Яркий румянец залил лицо Сесилии, когда она ответила:
— Я и сейчас не считаю этого, мистер Гриффит. Но вы поступили хорошо, указав мне на мою прежнюю слабость, потому что воспоминание о былом безрассудстве только укрепляет меня в моей решимости…
— Нет! — прервал ее пылкий влюбленный. — Если я хотел упрекнуть вас или питал хвастливую мысль, гоните меня как недостойного вашей благосклонности навсегда!

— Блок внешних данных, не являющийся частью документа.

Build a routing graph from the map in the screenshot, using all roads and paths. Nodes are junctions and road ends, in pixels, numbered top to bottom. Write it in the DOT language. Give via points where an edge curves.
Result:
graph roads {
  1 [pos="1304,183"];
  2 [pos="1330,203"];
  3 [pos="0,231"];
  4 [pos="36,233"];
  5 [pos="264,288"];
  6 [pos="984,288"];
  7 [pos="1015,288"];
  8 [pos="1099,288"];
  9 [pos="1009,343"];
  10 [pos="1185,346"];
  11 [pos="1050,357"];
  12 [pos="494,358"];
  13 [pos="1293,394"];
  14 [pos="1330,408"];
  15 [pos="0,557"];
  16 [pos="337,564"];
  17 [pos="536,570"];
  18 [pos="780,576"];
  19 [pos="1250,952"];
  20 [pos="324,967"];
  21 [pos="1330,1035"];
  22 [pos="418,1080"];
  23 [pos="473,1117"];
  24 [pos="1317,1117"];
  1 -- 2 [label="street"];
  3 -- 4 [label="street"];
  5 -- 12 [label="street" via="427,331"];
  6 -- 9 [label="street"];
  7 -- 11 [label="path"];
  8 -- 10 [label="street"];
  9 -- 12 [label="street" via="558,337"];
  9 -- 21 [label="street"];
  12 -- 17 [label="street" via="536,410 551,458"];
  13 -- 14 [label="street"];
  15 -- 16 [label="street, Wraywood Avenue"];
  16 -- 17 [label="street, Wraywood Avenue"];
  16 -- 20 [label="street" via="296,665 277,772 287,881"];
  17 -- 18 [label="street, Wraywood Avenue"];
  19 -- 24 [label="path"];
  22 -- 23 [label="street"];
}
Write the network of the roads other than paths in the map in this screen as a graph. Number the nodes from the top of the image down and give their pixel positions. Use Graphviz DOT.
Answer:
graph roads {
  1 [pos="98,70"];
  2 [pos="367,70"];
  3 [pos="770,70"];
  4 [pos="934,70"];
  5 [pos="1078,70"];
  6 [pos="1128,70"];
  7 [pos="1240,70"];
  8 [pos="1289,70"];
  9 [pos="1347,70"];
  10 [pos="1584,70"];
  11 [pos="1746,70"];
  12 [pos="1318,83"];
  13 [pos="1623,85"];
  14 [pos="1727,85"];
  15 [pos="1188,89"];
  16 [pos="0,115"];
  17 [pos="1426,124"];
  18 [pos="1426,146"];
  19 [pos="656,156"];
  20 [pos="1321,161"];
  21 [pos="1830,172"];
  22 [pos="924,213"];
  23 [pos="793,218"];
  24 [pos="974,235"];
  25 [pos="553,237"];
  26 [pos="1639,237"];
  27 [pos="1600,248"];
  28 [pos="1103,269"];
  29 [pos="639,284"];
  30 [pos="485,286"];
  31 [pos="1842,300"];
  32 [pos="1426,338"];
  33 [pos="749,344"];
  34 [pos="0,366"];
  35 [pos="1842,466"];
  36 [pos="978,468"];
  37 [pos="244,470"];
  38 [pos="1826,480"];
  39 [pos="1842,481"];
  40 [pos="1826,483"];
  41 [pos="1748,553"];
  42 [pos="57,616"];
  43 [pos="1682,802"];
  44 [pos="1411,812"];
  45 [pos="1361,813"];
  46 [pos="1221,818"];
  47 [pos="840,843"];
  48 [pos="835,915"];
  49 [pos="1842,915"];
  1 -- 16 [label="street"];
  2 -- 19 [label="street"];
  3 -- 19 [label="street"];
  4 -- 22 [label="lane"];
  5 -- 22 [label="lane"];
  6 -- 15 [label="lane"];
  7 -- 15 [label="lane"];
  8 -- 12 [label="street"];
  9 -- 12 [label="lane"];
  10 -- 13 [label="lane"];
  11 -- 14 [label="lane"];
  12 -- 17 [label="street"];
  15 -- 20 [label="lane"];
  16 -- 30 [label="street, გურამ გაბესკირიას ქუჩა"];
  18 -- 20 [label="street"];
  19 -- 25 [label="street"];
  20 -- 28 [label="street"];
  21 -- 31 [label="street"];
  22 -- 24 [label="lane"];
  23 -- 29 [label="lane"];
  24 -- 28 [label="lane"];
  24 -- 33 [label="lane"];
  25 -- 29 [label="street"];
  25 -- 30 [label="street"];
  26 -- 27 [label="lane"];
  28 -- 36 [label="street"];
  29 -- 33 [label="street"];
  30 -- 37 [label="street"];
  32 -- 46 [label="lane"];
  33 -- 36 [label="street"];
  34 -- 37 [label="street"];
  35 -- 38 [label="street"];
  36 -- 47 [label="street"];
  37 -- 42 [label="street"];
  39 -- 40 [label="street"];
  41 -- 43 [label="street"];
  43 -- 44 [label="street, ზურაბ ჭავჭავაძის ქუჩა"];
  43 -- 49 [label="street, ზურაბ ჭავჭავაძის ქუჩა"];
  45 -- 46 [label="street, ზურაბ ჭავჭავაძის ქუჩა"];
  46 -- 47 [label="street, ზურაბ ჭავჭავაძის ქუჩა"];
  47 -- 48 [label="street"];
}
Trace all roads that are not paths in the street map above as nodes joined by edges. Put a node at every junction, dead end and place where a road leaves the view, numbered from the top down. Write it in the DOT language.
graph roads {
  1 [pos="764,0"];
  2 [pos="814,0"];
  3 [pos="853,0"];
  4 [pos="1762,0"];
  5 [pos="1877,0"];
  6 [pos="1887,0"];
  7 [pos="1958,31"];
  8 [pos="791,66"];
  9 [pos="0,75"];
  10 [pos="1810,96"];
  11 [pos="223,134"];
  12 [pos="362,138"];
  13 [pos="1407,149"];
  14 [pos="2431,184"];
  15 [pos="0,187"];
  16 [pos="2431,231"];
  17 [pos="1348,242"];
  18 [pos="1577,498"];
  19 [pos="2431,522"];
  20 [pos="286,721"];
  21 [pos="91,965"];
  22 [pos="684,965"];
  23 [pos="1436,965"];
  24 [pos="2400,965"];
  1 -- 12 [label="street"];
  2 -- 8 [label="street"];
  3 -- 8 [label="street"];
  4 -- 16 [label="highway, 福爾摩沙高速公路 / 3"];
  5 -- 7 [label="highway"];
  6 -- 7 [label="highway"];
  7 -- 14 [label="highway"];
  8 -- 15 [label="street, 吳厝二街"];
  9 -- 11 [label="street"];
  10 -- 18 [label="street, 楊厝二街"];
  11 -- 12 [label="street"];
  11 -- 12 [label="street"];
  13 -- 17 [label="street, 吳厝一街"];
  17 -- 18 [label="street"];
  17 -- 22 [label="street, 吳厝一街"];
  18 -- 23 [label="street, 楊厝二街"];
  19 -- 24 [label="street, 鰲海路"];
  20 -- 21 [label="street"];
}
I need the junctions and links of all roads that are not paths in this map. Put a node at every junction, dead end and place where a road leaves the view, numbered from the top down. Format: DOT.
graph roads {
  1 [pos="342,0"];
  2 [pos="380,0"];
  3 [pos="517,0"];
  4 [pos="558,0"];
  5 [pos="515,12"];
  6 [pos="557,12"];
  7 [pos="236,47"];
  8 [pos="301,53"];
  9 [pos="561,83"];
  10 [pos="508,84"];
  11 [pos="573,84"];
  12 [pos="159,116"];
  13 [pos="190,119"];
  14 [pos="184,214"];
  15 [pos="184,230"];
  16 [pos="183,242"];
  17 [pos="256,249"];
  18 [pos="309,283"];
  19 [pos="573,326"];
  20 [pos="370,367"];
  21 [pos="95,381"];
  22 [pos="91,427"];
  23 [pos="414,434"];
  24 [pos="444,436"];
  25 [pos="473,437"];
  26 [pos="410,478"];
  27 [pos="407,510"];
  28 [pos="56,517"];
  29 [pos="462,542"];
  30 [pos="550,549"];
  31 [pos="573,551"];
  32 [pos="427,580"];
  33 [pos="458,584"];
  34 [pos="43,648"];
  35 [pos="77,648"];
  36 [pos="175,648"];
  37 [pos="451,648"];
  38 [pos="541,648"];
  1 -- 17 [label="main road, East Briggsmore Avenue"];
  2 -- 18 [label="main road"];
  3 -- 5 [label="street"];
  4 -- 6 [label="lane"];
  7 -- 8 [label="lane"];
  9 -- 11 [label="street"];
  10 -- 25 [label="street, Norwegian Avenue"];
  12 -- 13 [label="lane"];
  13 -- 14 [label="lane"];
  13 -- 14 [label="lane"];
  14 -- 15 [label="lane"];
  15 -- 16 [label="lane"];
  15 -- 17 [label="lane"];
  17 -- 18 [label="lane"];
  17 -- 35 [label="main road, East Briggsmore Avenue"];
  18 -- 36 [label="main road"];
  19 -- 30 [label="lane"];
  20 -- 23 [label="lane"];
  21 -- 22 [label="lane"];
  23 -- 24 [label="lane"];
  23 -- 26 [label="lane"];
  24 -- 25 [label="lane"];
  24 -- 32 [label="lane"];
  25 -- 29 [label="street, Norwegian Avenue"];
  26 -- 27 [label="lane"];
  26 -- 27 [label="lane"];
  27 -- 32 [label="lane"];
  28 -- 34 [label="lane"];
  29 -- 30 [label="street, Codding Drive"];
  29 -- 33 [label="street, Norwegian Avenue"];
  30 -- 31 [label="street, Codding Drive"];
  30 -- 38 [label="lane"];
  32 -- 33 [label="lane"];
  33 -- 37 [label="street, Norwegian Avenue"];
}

— Я прощаю вам эти грехи легче, чем себе свое легкомыслие, — сказала Сесилия, — но, с тех пор как мы виделись в последний раз, произошло слишком много такого, что не позволяет мне повторить столь опрометчивый поступок. Во-первых, — продолжала она, приветливо улыбаясь, — я стала на целый год старше и умнее. Во-вторых, и это, возможно, самое главное, тогда мой дядя был окружен своими старинными друзьями и родственниками, а здесь он совсем одинок. И, хотя он находит некоторое утешение в том, что поселился в доме, где обитали его предки, все же он бродит по мрачным коридорам, как чужой, и за все это ему остается лишь слабая замена утраченного — ласка и привязанность той, кого он любит и растит с детства.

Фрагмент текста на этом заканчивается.